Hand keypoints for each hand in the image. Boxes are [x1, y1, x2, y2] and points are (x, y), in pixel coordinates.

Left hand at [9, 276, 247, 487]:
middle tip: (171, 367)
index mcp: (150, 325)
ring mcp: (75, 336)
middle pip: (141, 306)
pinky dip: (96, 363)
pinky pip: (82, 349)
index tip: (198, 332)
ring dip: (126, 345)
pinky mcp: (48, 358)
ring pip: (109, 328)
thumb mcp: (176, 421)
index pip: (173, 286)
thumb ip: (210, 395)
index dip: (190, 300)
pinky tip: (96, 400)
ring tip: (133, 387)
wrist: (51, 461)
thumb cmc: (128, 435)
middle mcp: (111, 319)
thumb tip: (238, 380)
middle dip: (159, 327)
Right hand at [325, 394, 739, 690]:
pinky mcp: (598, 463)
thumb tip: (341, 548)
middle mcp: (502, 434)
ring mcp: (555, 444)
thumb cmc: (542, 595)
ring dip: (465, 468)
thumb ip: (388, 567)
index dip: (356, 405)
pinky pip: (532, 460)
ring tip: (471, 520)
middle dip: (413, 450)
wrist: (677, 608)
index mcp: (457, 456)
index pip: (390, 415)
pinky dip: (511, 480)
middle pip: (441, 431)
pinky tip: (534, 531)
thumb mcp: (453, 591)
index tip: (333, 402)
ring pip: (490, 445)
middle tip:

BRIEF:
Output every entry exactly as given.

EXERCISE RESPONSE:
Hand keypoints for each hand in the image. Boxes are [x1, y1, x2, y2] and points are (x, y), in pixel coordinates.

Left hand at [9, 276, 247, 487]:
middle tip: (171, 367)
index mcp: (150, 325)
ring mcp: (75, 336)
middle pip: (141, 306)
pinky dip: (96, 363)
pinky pip: (82, 349)
index tip: (198, 332)
ring dip: (126, 345)
pinky mcp: (48, 358)
ring pip: (109, 328)
thumb mcp: (176, 421)
index pip: (173, 286)
thumb ip: (210, 395)
index dip: (190, 300)
pinky tip: (96, 400)
ring tip: (133, 387)
wrist: (51, 461)
thumb cmc: (128, 435)
middle mcp: (111, 319)
thumb tip: (238, 380)
middle dip: (159, 327)
Right hand at [325, 394, 739, 690]:
pinky mcp: (598, 463)
thumb tip: (341, 548)
middle mcp: (502, 434)
ring mcp: (555, 444)
thumb cmc: (542, 595)
ring dip: (465, 468)
thumb ip: (388, 567)
index dip: (356, 405)
pinky pip: (532, 460)
ring tip: (471, 520)
middle dip: (413, 450)
wrist: (677, 608)
index mcp: (457, 456)
index pip: (390, 415)
pinky dip: (511, 480)
middle pip: (441, 431)
pinky tip: (534, 531)
thumb mcp: (453, 591)
index tip: (333, 402)
ring pip: (490, 445)
middle tip:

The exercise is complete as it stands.